Quand on retrouve Hugo Clément dans le salon d’un hôtel feutré du Xe arrondissement de Paris, son emploi du temps est millimétré. Ayant fui la capitale pour s’offrir une vie de famille plus iodée du côté de l’Atlantique, ses séjours parisiens ont l’air d’être menés au pas de charge. C’est que le journaliste de 33 ans est en ascension verticale. Après avoir créé sa maison de production pour réaliser des documentaires consacrés à l’urgence environnementale («Sur le front»), il vient de lancer un média d’investigation en ligne (Vakita) où l’écologie est de nouveau centrale et, désormais, une soixantaine de salariés s’affairent dans sa ruche.
Mais si le temps de ce patron sursollicité est compté, son abord reste chaleureux. L’iode est décidément un antistress épatant. Ce fils d’enseignants universitaires (dans la famille, tout le monde est prof, sauf lui) trouve même encore le temps d’écrire sur le sujet qui guide tous ses choix: les dégâts de l’homme sur la nature. Dans «Les lapins ne mangent pas de carottes» (Ed. Fayard), il rappelle que notre vision pyramidale et stigmatisante du vivant est aussi erronée que destructrice. A l’heure où les chercheurs démontrent toujours mieux les capacités de l’intelligence animale, ce plaidoyer pour «changer notre rapport au monde sauvage» touche. De l’empathie du chimpanzé ou de la mangouste à la barbarie des abattoirs industriels, en passant par un refuge pour rescapés d’élevage industriel baptisé GroinGroin et le trafic d’animaux sauvages entretenu par les influenceurs de téléréalité, le journaliste dévoué à la cause tente de sortir ses propres congénères de leur «ignorance sincère». Il est temps. Le compte à rebours climatique est aussi serré que l’agenda d’Hugo Clément ce jour-là. Entretien.
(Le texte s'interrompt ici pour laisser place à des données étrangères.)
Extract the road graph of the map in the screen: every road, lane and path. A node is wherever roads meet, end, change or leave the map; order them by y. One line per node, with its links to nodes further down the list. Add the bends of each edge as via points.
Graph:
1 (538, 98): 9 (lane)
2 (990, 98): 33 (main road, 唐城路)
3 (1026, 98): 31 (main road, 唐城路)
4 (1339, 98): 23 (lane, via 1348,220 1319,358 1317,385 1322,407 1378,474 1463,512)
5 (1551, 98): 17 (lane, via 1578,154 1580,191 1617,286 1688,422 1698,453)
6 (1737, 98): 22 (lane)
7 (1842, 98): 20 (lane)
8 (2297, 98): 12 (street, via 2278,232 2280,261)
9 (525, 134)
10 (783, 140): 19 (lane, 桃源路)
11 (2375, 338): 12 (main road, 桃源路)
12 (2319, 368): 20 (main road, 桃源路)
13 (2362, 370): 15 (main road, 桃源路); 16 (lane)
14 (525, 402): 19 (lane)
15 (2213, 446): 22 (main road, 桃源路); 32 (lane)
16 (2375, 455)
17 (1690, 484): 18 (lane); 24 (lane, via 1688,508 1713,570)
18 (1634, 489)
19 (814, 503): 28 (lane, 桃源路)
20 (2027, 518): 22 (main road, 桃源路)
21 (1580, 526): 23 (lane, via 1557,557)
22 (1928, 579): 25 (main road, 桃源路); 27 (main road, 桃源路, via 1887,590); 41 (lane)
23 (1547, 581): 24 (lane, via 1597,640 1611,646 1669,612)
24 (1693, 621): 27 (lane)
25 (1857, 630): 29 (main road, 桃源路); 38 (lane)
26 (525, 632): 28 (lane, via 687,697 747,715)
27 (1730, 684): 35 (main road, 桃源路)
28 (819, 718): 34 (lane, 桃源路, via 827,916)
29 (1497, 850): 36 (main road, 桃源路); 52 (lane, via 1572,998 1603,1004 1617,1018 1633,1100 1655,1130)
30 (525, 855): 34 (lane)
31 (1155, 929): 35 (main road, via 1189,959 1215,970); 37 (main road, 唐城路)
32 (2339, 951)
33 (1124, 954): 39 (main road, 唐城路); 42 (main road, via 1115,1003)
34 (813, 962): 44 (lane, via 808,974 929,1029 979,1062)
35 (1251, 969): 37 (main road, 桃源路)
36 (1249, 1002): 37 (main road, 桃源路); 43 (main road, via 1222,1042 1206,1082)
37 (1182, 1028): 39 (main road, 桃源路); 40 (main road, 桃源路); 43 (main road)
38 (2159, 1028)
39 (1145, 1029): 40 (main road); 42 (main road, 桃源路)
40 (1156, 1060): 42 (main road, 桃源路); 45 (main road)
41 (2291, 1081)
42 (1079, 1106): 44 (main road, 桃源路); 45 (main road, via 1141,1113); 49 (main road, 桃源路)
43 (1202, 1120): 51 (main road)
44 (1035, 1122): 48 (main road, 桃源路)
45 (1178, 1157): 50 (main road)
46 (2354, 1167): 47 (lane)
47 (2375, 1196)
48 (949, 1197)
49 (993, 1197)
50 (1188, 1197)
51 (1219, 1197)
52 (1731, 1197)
- Vous avez élu domicile à Biarritz. La vie à Paris était-elle devenue si insupportable?
- Hugo Clément: J’ai vécu à Paris parce que c’est un peu un passage obligé quand on commence dans le journalisme, mais j’ai grandi à la campagne et je me suis toujours dit que j’en partirais dès que possible. Et que je n’avais pas envie d’y élever des enfants.
- Vous êtes journaliste ou militant?
- Les deux. Je suis journaliste et militant. Un journaliste engagé.
- Quand est venu votre désir d’engagement?
- Cela a été progressif. Mes reportages m’ont amené à voir ce qui se passait, à la fois sur les questions écologiques et sur les questions plus particulières des animaux. A force d’être confronté à cette réalité, j’ai changé.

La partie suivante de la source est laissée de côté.